In late February, the Guilford County Board of Commissioners made Dr. Iulia Vann the interim director of the Guilford County Department of Public Health.
They must have liked what they’ve seen from her job performance so far because now she’s been granted the right to drop “interim” from her title – and the county now has a brand new health director in the middle of a pandemic.
Over the last two months, the commissioners and other county staff have turned to Vann constantly for her advice and guidance as to the best ways to address the COVID-19 crisis that’s dominated the news. Vann has addressed the Board of Commissioners at length at all of their regular meetings since the pandemic began, and she’s been instrumental in, among many other things, forming county policies to fight the coronavirus and implementing virus testing and programs attempting to keep the area’s homeless safe in the crisis.

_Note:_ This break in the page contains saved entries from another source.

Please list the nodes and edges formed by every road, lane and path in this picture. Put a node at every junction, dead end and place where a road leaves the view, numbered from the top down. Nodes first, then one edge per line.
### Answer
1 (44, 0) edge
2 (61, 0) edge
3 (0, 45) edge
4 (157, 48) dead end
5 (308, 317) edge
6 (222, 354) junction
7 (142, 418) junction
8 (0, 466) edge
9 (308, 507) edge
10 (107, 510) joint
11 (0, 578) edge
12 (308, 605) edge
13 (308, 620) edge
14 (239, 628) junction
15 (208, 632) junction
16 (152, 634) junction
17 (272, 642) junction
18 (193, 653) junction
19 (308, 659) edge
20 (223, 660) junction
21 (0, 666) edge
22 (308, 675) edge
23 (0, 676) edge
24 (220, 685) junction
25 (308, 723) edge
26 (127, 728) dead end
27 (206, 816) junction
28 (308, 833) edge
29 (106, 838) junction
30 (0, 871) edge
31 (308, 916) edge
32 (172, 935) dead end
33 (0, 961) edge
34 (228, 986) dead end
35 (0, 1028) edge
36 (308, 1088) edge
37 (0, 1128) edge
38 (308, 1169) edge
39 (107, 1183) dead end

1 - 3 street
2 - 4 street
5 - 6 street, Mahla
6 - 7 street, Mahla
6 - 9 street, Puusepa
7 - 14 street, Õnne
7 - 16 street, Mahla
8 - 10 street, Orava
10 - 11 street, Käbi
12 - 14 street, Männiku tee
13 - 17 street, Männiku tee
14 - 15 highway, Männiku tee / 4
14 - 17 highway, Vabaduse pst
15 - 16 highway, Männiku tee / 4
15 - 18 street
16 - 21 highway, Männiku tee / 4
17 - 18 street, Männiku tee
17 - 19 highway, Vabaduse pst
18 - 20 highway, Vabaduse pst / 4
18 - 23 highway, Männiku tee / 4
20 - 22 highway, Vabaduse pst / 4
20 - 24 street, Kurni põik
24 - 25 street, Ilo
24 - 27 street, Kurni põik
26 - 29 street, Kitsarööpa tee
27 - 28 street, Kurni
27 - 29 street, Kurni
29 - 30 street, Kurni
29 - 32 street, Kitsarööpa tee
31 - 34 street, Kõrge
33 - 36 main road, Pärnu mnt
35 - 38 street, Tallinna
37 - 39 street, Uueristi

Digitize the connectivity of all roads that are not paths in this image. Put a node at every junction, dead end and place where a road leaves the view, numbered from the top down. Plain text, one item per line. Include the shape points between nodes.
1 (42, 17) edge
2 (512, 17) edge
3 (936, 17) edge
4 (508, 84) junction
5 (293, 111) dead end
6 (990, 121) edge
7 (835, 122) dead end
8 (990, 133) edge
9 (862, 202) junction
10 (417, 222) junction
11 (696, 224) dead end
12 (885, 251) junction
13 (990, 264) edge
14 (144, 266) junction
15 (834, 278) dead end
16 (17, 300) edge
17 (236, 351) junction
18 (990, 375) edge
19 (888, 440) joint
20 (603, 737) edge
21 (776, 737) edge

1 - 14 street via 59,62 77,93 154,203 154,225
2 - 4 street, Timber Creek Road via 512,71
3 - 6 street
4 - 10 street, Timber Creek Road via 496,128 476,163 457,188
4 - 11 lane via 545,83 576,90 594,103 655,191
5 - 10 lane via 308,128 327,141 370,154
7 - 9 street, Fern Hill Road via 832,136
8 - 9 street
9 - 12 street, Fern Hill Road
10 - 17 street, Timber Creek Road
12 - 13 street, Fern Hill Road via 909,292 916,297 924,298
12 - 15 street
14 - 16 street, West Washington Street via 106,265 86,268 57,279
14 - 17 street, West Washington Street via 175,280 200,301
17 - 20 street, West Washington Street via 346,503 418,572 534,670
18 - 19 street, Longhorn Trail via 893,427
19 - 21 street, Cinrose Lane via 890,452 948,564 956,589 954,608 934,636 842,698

As the new health director, Vann is filing big shoes. Longtime former Guilford County Health Director Merle Green was highly regarded when she stepped down in late February just a few days before the massive coronavirus tsunami slammed into Guilford County. Vann has served as the interim director – and as a member of the county’s senior management team – since Friday, Feb. 28 of this year. She originally came to work for the county in March 2019 when she took the job of assistant health director.
As interim director, Vann has worked closely with Guilford County Manager Marty Lawing, who had high praise for her this week. Lawing said she brings “extensive and broad experience” to the county government and he added that she has a good deal of experience “collaborating and leading innovative projects and teams inside and outside public health,” which, he said, all makes her the right choice to lead at this time.
“I’m glad we could promote our internal talent,” Lawing said of a practice that Guilford County frequently follows.
The health department, which is part of the Guilford County Health and Human Services Department, has just under 400 employees who work to protect and improve the health of people and the environment in Guilford County, and who try to prevent the spread of disease, protect against environmental hazards, prevent injuries to residents, promote healthy behaviors, respond to health emergencies and ensure the quality and accessibility of health services across the county.
Vann said this week that she’s “excited and honored” by her selection to be the head of what she calls “an amazing public health staff and network of community partners.”
Vann, who speaks several languages, has a medical degree from the University of Medicine and Pharmacy Carol Davila in Bucharest, Romania.
She earned her master’s degree in Public Health with a concentration in Analysis and Management from East Carolina University.